EXERCISE INSTRUCTIONS ▸ Spot each line in the records below where the word "Вершинина" occurs, then copy it.

★ ★ ★ ★ ★ ★ ★

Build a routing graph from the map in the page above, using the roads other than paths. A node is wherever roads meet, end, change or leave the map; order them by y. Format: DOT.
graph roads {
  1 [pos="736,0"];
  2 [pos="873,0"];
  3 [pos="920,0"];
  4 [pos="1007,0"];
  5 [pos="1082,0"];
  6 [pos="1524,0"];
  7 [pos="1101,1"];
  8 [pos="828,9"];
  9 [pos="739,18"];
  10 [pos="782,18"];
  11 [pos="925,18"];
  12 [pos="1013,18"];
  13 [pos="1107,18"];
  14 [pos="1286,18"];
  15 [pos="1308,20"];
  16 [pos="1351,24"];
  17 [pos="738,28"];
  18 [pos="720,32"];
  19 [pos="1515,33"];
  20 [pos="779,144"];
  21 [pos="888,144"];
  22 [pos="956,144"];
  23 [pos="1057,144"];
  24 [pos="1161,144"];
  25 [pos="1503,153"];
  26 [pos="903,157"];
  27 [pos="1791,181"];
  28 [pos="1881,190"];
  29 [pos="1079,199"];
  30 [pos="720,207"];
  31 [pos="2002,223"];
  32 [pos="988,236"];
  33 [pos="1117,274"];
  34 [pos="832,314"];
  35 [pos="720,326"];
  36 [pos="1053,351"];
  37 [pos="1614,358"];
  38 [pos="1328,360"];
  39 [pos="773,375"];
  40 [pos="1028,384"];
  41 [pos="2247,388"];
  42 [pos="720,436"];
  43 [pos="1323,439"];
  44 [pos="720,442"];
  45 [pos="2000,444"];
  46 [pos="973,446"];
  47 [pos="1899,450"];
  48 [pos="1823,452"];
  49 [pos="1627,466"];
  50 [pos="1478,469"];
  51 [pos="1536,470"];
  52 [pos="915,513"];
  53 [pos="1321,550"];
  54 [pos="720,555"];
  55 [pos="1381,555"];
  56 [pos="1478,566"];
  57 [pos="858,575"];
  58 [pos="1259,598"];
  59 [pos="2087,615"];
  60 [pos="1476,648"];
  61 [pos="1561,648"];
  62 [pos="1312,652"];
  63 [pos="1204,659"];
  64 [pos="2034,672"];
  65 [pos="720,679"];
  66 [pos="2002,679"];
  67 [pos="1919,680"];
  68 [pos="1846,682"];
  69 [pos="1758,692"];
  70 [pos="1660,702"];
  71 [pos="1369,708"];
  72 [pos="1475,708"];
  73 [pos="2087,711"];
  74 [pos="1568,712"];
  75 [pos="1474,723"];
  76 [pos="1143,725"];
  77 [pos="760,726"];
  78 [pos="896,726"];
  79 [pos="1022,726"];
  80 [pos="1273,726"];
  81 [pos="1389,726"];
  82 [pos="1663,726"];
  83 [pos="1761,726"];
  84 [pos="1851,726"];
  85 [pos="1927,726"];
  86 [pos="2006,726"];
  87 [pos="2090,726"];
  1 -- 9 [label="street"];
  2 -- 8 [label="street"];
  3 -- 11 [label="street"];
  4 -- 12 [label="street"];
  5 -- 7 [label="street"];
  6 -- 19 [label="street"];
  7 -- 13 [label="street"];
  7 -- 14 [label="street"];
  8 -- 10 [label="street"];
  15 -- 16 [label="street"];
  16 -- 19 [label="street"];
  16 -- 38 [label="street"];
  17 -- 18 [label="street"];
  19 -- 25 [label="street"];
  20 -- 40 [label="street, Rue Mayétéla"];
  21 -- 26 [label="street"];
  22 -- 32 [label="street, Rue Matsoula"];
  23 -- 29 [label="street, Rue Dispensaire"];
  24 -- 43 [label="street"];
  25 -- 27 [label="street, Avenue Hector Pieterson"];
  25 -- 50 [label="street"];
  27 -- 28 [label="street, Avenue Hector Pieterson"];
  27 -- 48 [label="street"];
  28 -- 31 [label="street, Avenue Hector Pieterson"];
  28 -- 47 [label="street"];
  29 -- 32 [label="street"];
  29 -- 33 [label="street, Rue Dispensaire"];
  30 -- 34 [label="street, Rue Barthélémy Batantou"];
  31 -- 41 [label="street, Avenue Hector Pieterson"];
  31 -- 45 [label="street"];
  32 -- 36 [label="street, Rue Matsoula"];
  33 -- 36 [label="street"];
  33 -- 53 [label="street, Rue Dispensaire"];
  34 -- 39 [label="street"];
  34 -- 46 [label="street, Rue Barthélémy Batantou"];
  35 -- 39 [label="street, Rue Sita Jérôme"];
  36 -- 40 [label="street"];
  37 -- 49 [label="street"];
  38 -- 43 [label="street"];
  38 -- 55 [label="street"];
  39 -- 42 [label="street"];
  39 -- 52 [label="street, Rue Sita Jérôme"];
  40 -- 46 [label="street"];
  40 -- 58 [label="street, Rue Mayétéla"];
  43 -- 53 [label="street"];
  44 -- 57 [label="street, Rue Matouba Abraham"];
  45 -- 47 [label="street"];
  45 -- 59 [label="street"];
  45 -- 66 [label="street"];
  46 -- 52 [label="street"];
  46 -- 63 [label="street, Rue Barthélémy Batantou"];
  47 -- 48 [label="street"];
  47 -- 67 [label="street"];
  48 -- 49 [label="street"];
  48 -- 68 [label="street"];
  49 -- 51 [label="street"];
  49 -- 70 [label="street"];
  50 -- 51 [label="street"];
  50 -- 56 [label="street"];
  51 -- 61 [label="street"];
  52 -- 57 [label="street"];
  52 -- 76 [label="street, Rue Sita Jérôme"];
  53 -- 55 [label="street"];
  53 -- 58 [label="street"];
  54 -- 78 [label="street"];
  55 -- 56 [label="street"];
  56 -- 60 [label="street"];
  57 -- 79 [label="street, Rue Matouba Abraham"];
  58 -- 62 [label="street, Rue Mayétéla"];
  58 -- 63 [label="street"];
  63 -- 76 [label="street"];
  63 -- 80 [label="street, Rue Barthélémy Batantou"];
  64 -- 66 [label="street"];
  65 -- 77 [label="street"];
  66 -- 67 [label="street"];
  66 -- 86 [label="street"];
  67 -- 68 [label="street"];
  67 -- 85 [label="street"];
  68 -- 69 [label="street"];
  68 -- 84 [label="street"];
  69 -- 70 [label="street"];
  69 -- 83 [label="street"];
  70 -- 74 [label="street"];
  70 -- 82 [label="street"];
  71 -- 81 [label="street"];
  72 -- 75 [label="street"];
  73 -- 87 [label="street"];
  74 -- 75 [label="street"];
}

★ ★ ★ ★ ★ ★ ★

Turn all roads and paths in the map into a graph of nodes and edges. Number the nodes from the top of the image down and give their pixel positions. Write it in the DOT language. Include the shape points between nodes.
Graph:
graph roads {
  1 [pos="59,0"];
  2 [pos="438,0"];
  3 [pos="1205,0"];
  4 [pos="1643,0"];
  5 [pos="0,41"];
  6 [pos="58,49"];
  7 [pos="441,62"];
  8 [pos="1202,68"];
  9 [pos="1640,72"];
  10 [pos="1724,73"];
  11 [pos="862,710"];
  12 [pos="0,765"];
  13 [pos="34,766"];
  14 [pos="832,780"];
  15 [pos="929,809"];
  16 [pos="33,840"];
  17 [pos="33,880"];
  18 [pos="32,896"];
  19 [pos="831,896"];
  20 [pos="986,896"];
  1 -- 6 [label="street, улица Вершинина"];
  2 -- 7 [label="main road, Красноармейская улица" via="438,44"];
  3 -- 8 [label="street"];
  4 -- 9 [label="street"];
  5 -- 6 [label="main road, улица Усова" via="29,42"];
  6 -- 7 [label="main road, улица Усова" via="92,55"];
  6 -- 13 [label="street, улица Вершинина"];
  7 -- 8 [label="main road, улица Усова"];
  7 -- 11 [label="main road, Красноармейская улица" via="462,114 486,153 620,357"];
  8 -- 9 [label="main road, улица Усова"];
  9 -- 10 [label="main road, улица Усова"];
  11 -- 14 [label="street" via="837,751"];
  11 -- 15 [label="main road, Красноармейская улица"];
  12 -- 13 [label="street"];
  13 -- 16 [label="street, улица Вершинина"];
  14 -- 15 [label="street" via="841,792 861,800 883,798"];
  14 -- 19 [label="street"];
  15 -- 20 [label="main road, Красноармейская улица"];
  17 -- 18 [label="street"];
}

★ ★ ★ ★ ★ ★ ★

RESULT OF THE TASK ▸
  1 -- 6 [label="street, улица Вершинина"];
  6 -- 13 [label="street, улица Вершинина"];
  13 -- 16 [label="street, улица Вершинина"];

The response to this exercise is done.